Oxidative stress initiates signaling pathways, which protect from stress-induced cellular damage, initiate apoptosis, or drive cells into senescence or into
tumorigenesis. Oxidative stress regulates the activity of the cell survival factor PKB, through the regulation of
PtdIns(3,4,5)P₃ synthesis. Whether oxidative stress regulates other
phosphoinositides to control PKB activation is not clear. Here we show that
PtdIns5P is a redox-regulated second messenger. In response to
hydrogen peroxide (H₂O₂), we measured an increase in
PtdIns5P in cells derived from human
osteosarcoma, U2OS (5-fold);
breast tumors, MDA-MB-468 (2-fold); and
fibrosarcoma, HT1080 (3-fold); and in p53-null murine embryonic fibroblasts (8-fold). In U2OS cells, the increase in H₂O₂-dependent
PtdIns5P did not require mTOR, PDK1, PKB, ERK, and p38 signaling or PIKfyve, a
lipid kinase that increases
PtdIns5P in response to osmotic and oncogenic signaling. A reduction in H₂O₂-induced
PtdIns5P levels by the overexpression of PIP4K revealed its role in PKB activation.

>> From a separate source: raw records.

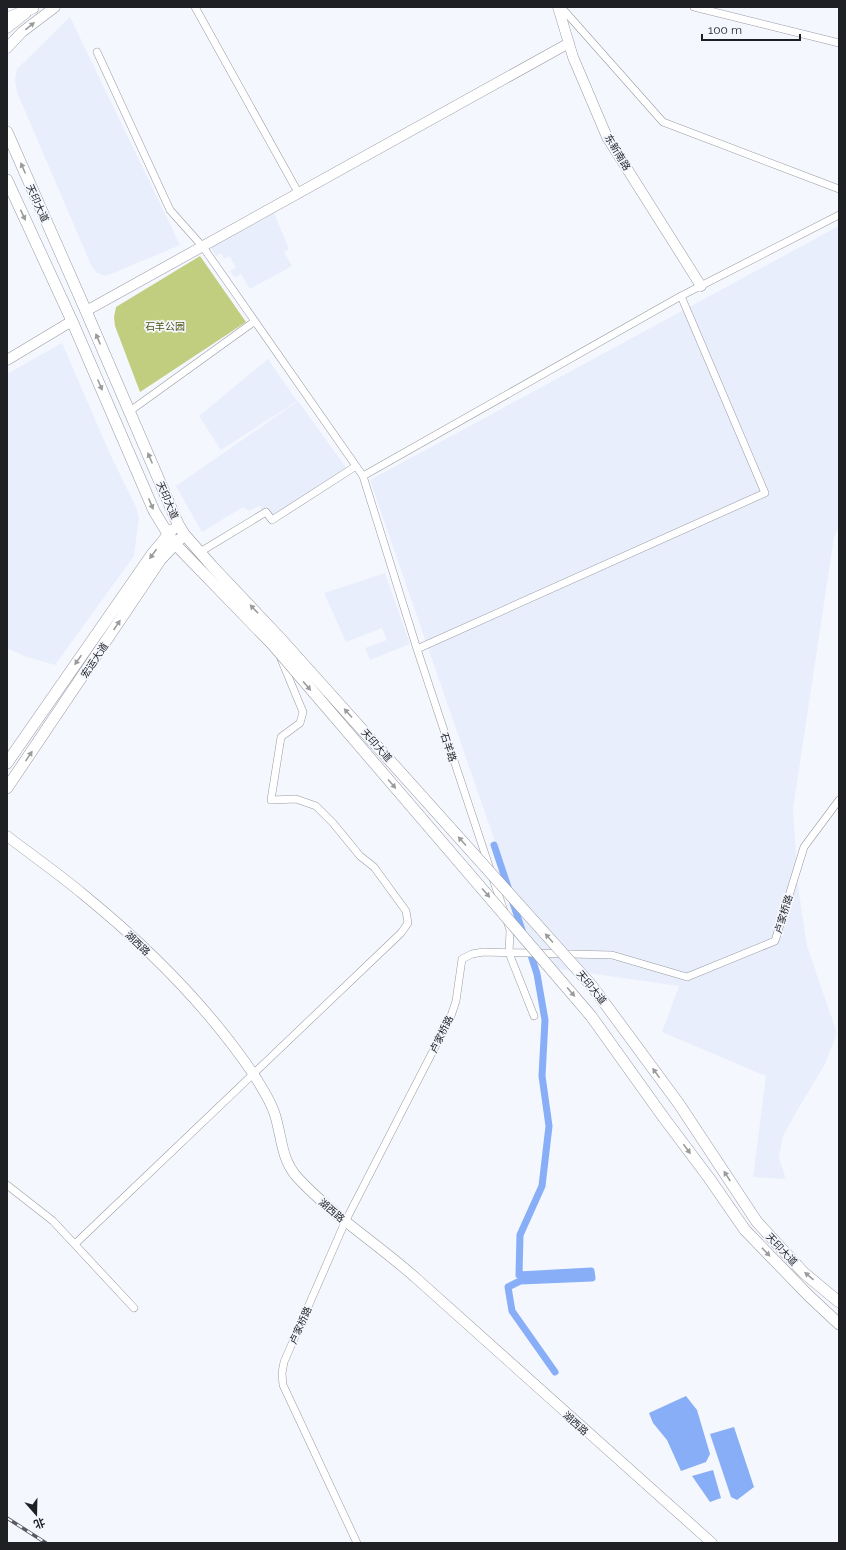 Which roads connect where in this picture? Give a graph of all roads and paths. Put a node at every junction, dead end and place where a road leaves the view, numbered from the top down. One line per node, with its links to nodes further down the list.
1 (34, 7): 7 (main road); 8 (street)
2 (55, 7): 11 (street, one-way to 2)
3 (195, 7): 16 (street)
4 (558, 7): 9 (street, 东新南路)
5 (561, 7): 15 (street)
6 (694, 7): 10 (street)
7 (7, 18)
8 (7, 28)
9 (569, 43): 16 (street); 19 (street, 东新南路)
10 (839, 43)
11 (7, 48)
12 (97, 52): 18 (street, 石羊路)
13 (7, 132): 21 (main road, 天印大道, one-way to 13)
14 (7, 180): 22 (main road, 天印大道, one-way to 22)
15 (839, 189)
16 (299, 194): 18 (street)
17 (839, 215): 19 (street)
18 (203, 247): 21 (street); 23 (street, 石羊路)
19 (701, 286): 20 (street)
20 (681, 296): 27 (street); 34 (street)
21 (86, 311): 25 (main road, 天印大道, one-way to 21)
22 (72, 321): 24 (street); 29 (main road, 天印大道, one-way to 29)
23 (255, 322): 25 (street); 26 (street, 石羊路)
24 (7, 360)
25 (130, 411): 28 (main road, 天印大道, one-way to 25)
26 (356, 466): 27 (street, 石羊路); 32 (street)
27 (363, 476): 34 (street, 石羊路)
28 (178, 524): 29 (main road, 宏运大道); 30 (main road, 天印大道)
29 (168, 534): 31 (main road, 天印大道); 35 (main road, 宏运大道, one-way to 35)
30 (184, 534): 31 (main road, 宏运大道); 32 (main road, 天印大道)
31 (175, 544): 33 (main road, 天印大道); 36 (main road, 宏运大道, one-way to 31)
32 (200, 552): 33 (main road, 天印大道, one-way to 32)
33 (276, 642): 41 (street); 45 (main road, 天印大道, one-way to 33, bridge); 47 (main road, 天印大道, one-way to 47, bridge)
34 (418, 649): 39 (street, 石羊路)
35 (7, 763)
36 (7, 788)
37 (839, 800): 39 (street, 卢家桥路)
38 (7, 836): 41 (street, 湖西路)
39 (509, 953): 40 (street, 石羊路); 43 (street, 卢家桥路)
40 (534, 1016)
41 (252, 1074): 43 (street, 湖西路); 44 (street)
42 (7, 1185): 44 (street)
43 (345, 1222): 48 (street, 卢家桥路); 49 (street, 湖西路)
44 (75, 1244): 46 (street)
45 (839, 1302)
46 (134, 1308)
47 (839, 1324)
48 (357, 1543)
49 (712, 1543) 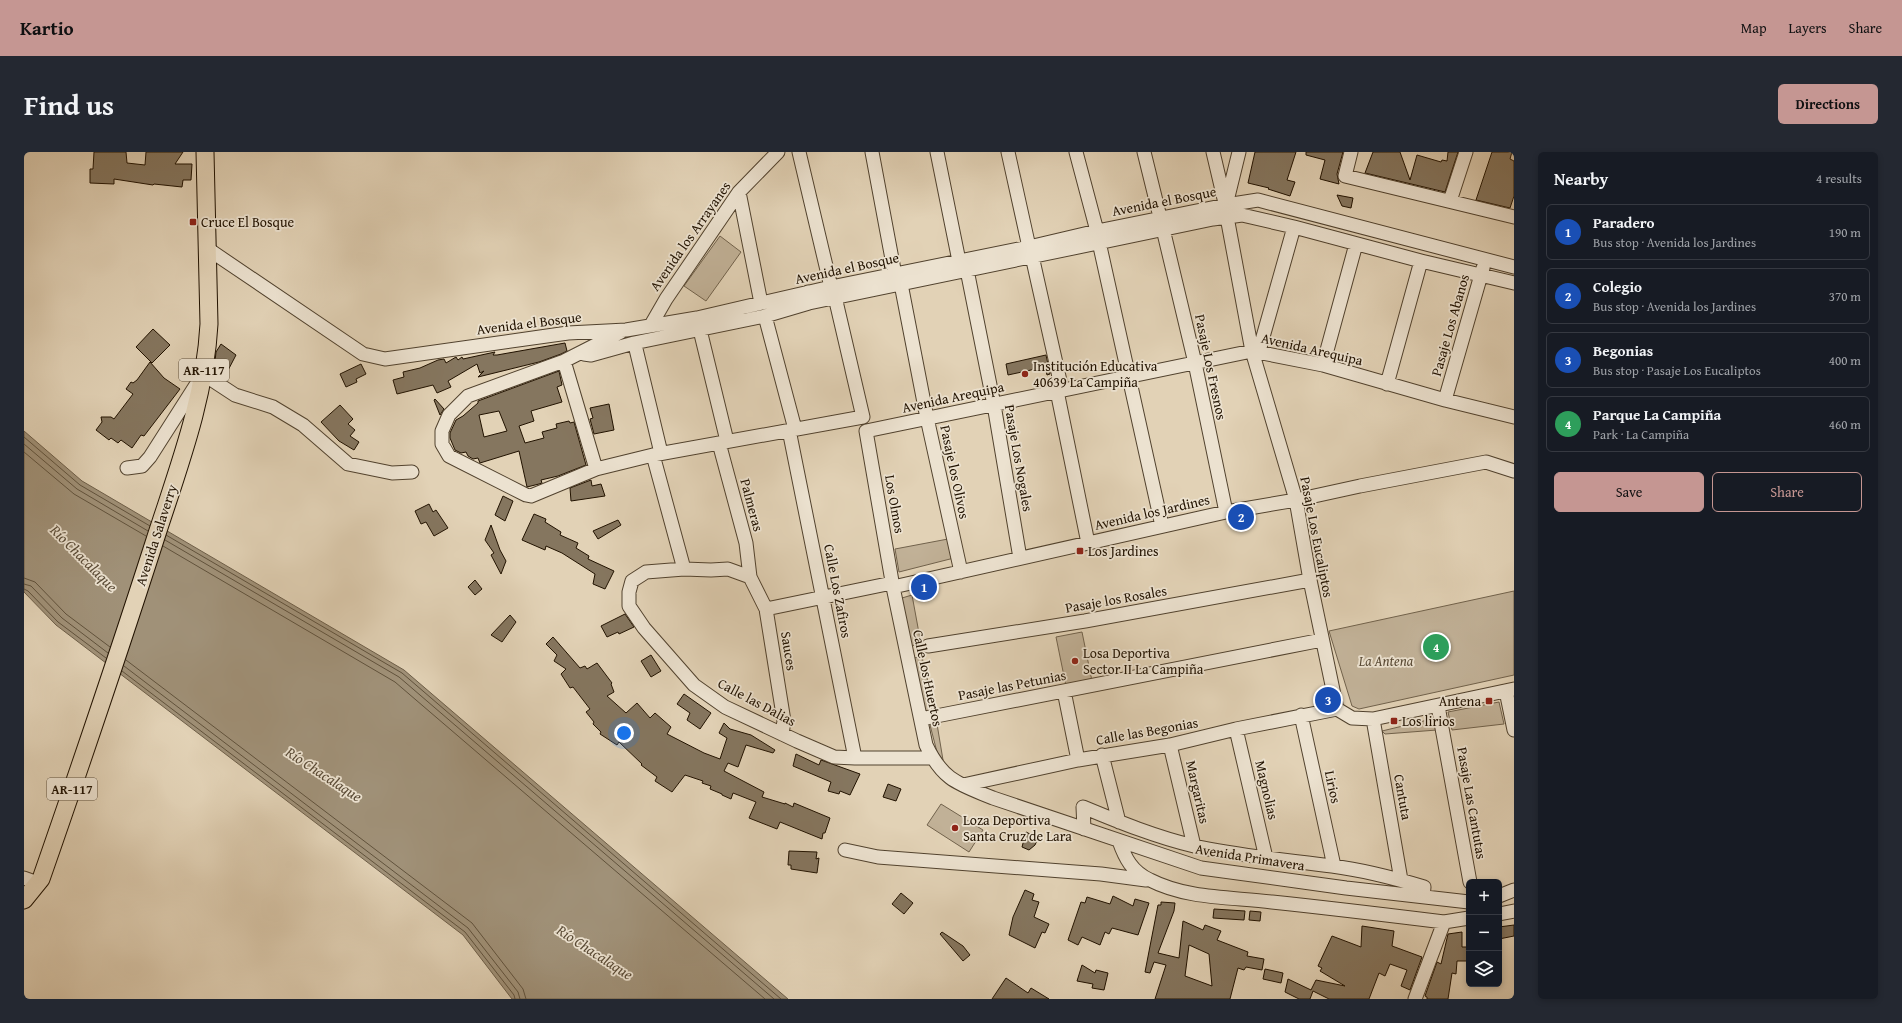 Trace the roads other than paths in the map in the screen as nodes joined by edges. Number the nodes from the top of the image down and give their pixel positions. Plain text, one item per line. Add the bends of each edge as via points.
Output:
1 (205, 152) edge
2 (778, 152) edge
3 (799, 152) edge
4 (872, 152) edge
5 (937, 152) edge
6 (1008, 152) edge
7 (1076, 152) edge
8 (1144, 152) edge
9 (1213, 152) edge
10 (1238, 152) edge
11 (1351, 152) edge
12 (1466, 152) edge
13 (739, 192) junction
14 (1450, 201) junction
15 (1226, 211) junction
16 (1514, 217) edge
17 (1161, 223) junction
18 (1294, 227) junction
19 (1098, 236) junction
20 (1356, 244) junction
21 (208, 249) junction
22 (1030, 252) junction
23 (1485, 259) junction
24 (1421, 261) junction
25 (963, 265) junction
26 (1510, 266) edge
27 (1482, 276) junction
28 (898, 279) junction
29 (1509, 281) edge
30 (833, 292) junction
31 (809, 298) junction
32 (761, 303) junction
33 (765, 316) junction
34 (651, 325) junction
35 (626, 330) junction
36 (700, 330) junction
37 (636, 349) dead end
38 (1255, 351) junction
39 (579, 353) junction
40 (564, 361) junction
41 (1195, 363) junction
42 (1322, 365) junction
43 (204, 374) junction
44 (1127, 377) junction
45 (1387, 384) junction
46 (1059, 391) junction
47 (1445, 400) junction
48 (994, 405) junction
49 (1514, 417) edge
50 (927, 418) junction
51 (792, 429) junction
52 (866, 431) joint
53 (723, 442) junction
54 (657, 454) junction
55 (127, 468) dead end
56 (596, 468) junction
57 (1514, 471) edge
58 (412, 472) dead end
59 (1296, 500) junction
60 (1226, 512) junction
61 (1162, 526) junction
62 (1088, 543) junction
63 (1020, 558) junction
64 (684, 569) junction
65 (961, 572) junction
66 (750, 576) junction
67 (1310, 580) junction
68 (892, 585) junction
69 (823, 597) junction
70 (766, 609) junction
71 (1322, 640) junction
72 (928, 646) dead end
73 (1510, 690) edge
74 (1064, 691) junction
75 (1438, 706) junction
76 (1336, 709) junction
77 (1301, 715) junction
78 (921, 719) junction
79 (1373, 719) junction
80 (1236, 729) junction
81 (1514, 730) edge
82 (782, 734) junction
83 (1170, 745) junction
84 (1102, 755) junction
85 (855, 758) junction
86 (932, 758) junction
87 (1078, 760) junction
88 (945, 775) joint
89 (963, 785) junction
90 (1119, 822) junction
91 (1084, 829) junction
92 (1119, 841) junction
93 (1194, 846) junction
94 (845, 850) dead end
95 (1266, 858) junction
96 (1334, 866) junction
97 (1469, 879) edge
98 (1150, 880) junction
99 (1401, 880) junction
100 (31, 881) edge
101 (1514, 890) edge
102 (1502, 895) edge
103 (1424, 897) junction
104 (24, 900) edge
105 (1466, 902) edge
106 (1514, 911) edge
107 (1502, 913) edge
108 (1466, 918) edge
109 (1444, 922) junction
110 (1415, 999) edge

1 - 21 main road, Avenida Salaverry / AR-117
2 - 13 street, Avenida los Arrayanes
3 - 30 street
4 - 28 street, Pasaje los Olivos
5 - 25 street, Pasaje Los Nogales
6 - 22 street
7 - 19 street
8 - 17 street, Pasaje Los Fresnos
9 - 15 street
10 - 15 street
11 - 14 street via 1345,176
12 - 14 street
13 - 32 street
13 - 34 street, Avenida los Arrayanes via 666,298
14 - 16 street
15 - 17 street, Avenida el Bosque
15 - 18 street
15 - 23 street, Avenida el Bosque via 1258,200
15 - 38 street
17 - 19 street, Avenida el Bosque
17 - 41 street, Pasaje Los Fresnos
18 - 20 street
18 - 38 street
19 - 22 street
19 - 22 street, Avenida el Bosque via 1077,235
19 - 44 street
20 - 24 street
20 - 42 street
21 - 35 street, Avenida el Bosque via 363,354 385,359 568,332
21 - 43 main road, Avenida Salaverry / AR-117 via 209,324
22 - 25 street
22 - 25 street, Avenida el Bosque via 1008,251
22 - 46 street
23 - 26 street, Avenida el Bosque
23 - 27 street, Pasaje Los Abanos
24 - 27 street
24 - 45 street
25 - 28 street, Avenida el Bosque
25 - 48 street, Pasaje Los Nogales
26 - 29 street
27 - 29 street
27 - 47 street, Pasaje Los Abanos
28 - 30 street, Avenida el Bosque
28 - 50 street, Pasaje los Olivos
30 - 31 street, Avenida el Bosque
30 - 51 street via 863,417
31 - 32 street, Avenida el Bosque
31 - 33 street
32 - 34 street, Avenida el Bosque via 697,318
33 - 36 street
33 - 51 street, Calle Los Zafiros
34 - 35 street, Avenida el Bosque
35 - 39 street
36 - 39 street via 634,343 591,356
36 - 53 street, Palmeras
37 - 54 street
38 - 41 street, Avenida Arequipa
38 - 42 street, Avenida Arequipa
38 - 59 street, Pasaje Los Eucaliptos
39 - 40 street
40 - 56 street
40 - 56 street via 468,396 448,417 442,431 442,444 449,456 531,496
41 - 44 street, Avenida Arequipa
41 - 60 street, Pasaje Los Fresnos
42 - 45 street, Avenida Arequipa
43 - 55 street via 150,457 142,466
43 - 58 street via 234,395 273,407 303,425 348,464 392,473
43 - 100 main road, Avenida Salaverry / AR-117 via 199,401 112,673 41,879
44 - 46 street, Avenida Arequipa
44 - 61 street
45 - 47 street, Avenida Arequipa
46 - 48 street, Avenida Arequipa
46 - 62 street
47 - 49 street, Avenida Arequipa
48 - 50 street, Avenida Arequipa
48 - 63 street, Pasaje Los Nogales
50 - 52 street, Avenida Arequipa
50 - 65 street, Pasaje los Olivos
51 - 53 street
51 - 69 street, Calle Los Zafiros
52 - 68 street, Los Olmos
53 - 54 street
53 - 66 street, Palmeras via 746,543
54 - 56 street
54 - 64 street
57 - 59 street, Avenida los Jardines via 1486,462
59 - 60 street, Avenida los Jardines
59 - 67 street, Pasaje Los Eucaliptos
60 - 61 street, Avenida los Jardines
61 - 62 street, Avenida los Jardines
62 - 63 street, Avenida los Jardines
63 - 65 street, Avenida los Jardines
64 - 66 street via 728,569
64 - 82 street, Calle las Dalias via 646,572 632,581 629,606 644,628 694,686 725,707
65 - 68 street, Avenida los Jardines
66 - 70 street, Sauces
67 - 71 street, Pasaje Los Eucaliptos
67 - 72 street, Pasaje los Rosales
68 - 69 street, Avenida los Jardines
68 - 78 street, Calle los Huertos
69 - 70 street, Avenida los Jardines
69 - 85 street, Calle Los Zafiros
70 - 82 street, Sauces via 784,721
71 - 74 street, Pasaje las Petunias
71 - 76 street, Pasaje Los Eucaliptos
73 - 75 street
73 - 81 street
74 - 78 street, Pasaje las Petunias
74 - 87 street
75 - 79 street
75 - 97 street, Pasaje Las Cantutas
76 - 77 street, Calle las Begonias
76 - 79 street via 1352,718
77 - 80 street, Calle las Begonias
77 - 96 street, Lirios
78 - 86 street, Calle los Huertos via 926,745
79 - 99 street, Cantuta
80 - 83 street, Calle las Begonias
80 - 95 street, Magnolias
82 - 85 street, Calle las Dalias via 834,757
83 - 84 street, Calle las Begonias
83 - 93 street, Margaritas
84 - 87 street, Calle las Begonias
84 - 90 street
85 - 86 street, Calle las Dalias
86 - 88 street, Calle los Huertos
87 - 89 street, Calle las Begonias
88 - 89 street, Avenida Primavera
89 - 91 street, Avenida Primavera
90 - 91 street via 1083,807
90 - 93 street
91 - 92 street, Avenida Primavera
92 - 98 street via 1126,859 1137,873
92 - 103 street, Avenida Primavera via 1201,868
93 - 95 street
94 - 98 street via 878,857
95 - 96 street
96 - 99 street
98 - 109 street via 1188,894
99 - 103 street via 1424,887
100 - 104 main road, Avenida Salaverry / AR-117
101 - 102 street
103 - 105 street, Avenida Primavera
106 - 107 street
108 - 109 street
109 - 110 street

Suppression of H₂O₂-induced
PtdIns5P generation reduced PKB activation and, surprisingly, reduced cell sensitivity to growth inhibition by H₂O₂. These data suggest that inhibition of PIP4K signaling might be useful as a novel strategy to increase the susceptibility of
tumor cells to
therapeutics that function through increased oxidative stress.